Continued strong exports reduces project corn ending stocks

By Susanne Retka Schill | April 09, 2014

USDA reduced projected U.S. corn ending stocks for 2013/14 by 125 million bushels based on the projected increase in corn exports. In its monthly World Agriculture Supply and Demand Estimates released April 9, USDA reported continued strong export sales and a rising weekly shipment pace for U.S. corn during March as supporting the higher expected export level along with an increase in projected global corn demand.

No changes were made to the projected use of ethanol, which had been pegged at 5 billion bushels in the last monthly report, compared to an estimated 4.65 billion bushels used in 2012/13 and 5 billion in the previous marketing year.

The 2013/14 season-average farm price for corn is raised 10 cents at the midpoint with the projected range also narrowed to $4.40 to $4.80 per bushel, compared with $4.25 to $4.75 per bushel last month. The projected range for the sorghum farm price is also raised 10 cents to $4.15 to $4.55 per bushel. Sorghum exports are projected 20 million bushels higher based on the high level of outstanding sales and the sharp increase in weekly shipments during March. Sorghum ending stocks, however, remain unchanged with an offsetting reduction made in domestic use based on the higher-than-expected March 1 stocks estimate.

Global corn production is raised 6.4 million tons with a 2.0-million-ton increase for Brazil and 1-million-ton increases each for South Africa and Russia. For Brazil, favorable precipitation in March and early April has supported the developing safrinha corn crop (the second corn crop) with yields now expected just below last year’s levels in the areas where this second-season corn crop is grown. For South Africa, improved rains in late February and March have boosted yield prospects for corn grown in the normally lower-yielding western areas. Corn production is raised for Russia based on recent revisions to official production statistics. Corn production is also raised 0.2 million tons for Mexico, in line with the latest government estimates.
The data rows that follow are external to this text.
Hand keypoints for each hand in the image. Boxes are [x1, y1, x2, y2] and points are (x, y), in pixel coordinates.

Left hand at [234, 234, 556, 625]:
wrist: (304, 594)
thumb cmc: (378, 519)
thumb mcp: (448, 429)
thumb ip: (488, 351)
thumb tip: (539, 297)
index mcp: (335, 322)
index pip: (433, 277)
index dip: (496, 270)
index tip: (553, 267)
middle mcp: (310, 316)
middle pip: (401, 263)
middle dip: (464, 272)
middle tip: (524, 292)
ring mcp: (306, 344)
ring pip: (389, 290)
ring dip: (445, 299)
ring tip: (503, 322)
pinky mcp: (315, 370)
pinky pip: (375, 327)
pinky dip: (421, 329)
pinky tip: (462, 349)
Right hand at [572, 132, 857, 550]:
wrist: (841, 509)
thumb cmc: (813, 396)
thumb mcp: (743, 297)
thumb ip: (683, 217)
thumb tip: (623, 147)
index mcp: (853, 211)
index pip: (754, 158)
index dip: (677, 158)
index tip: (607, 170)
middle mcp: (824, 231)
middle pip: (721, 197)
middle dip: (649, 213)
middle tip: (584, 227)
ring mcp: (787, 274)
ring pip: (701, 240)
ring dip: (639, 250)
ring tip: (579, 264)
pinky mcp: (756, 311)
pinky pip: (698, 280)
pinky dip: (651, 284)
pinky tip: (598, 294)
Global sorghum production is lowered 1.1 million tons mostly on changes to the sub-Saharan Africa countries, but production is also lowered 0.4 million tons for Argentina and raised 0.3 million tons for Brazil.
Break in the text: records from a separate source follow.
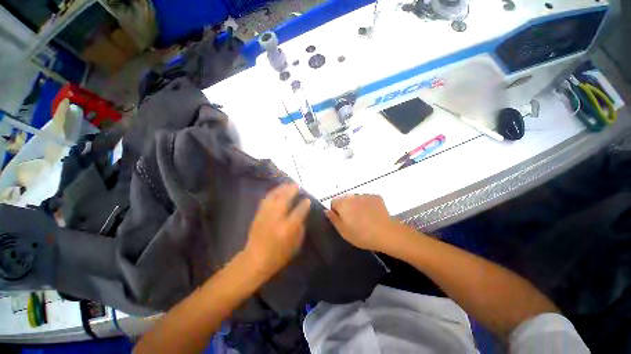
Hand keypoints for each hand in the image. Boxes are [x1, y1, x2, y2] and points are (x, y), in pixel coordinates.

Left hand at [243, 183, 310, 279]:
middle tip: (297, 185)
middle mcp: (276, 218)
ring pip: (274, 197)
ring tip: (288, 184)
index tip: (308, 199)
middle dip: (292, 190)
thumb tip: (302, 215)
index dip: (304, 204)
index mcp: (288, 228)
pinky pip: (266, 200)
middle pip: (285, 199)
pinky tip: (277, 191)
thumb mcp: (295, 245)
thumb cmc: (278, 255)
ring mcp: (266, 215)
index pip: (299, 211)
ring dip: (282, 189)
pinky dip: (272, 193)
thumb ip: (300, 228)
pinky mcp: (258, 214)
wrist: (255, 259)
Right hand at [326, 194, 394, 252]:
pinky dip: (367, 204)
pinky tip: (372, 214)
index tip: (342, 220)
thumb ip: (333, 219)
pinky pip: (367, 198)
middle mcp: (352, 196)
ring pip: (356, 198)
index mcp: (342, 203)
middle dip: (346, 206)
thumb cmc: (361, 234)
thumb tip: (327, 210)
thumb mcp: (343, 231)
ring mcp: (365, 195)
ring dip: (357, 205)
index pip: (333, 201)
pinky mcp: (376, 196)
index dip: (336, 210)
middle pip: (345, 199)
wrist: (386, 233)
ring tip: (364, 217)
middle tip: (353, 220)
Corn imports are increased for the European Union, Algeria, Iran, Egypt and Vietnam. In addition to the United States, corn exports are increased for South Africa, Ukraine, Mexico, Russia and Vietnam and sorghum imports are raised for China.

Global corn consumption is higher with increases in feeding for Argentina, Russia and Algeria. A reduction in European Union corn feeding is more than offset by an increase in food, seed and industrial use. Corn use is also raised for several of the sub-Saharan Africa countries led by increases of 1 million tons for Uganda and 0.9 million tons for Ethiopia. World corn ending stocks for 2013/14 are lowered 0.5 million tons with reductions for the United States and Ukraine outweighing increases for Brazil, Russia, and several other countries.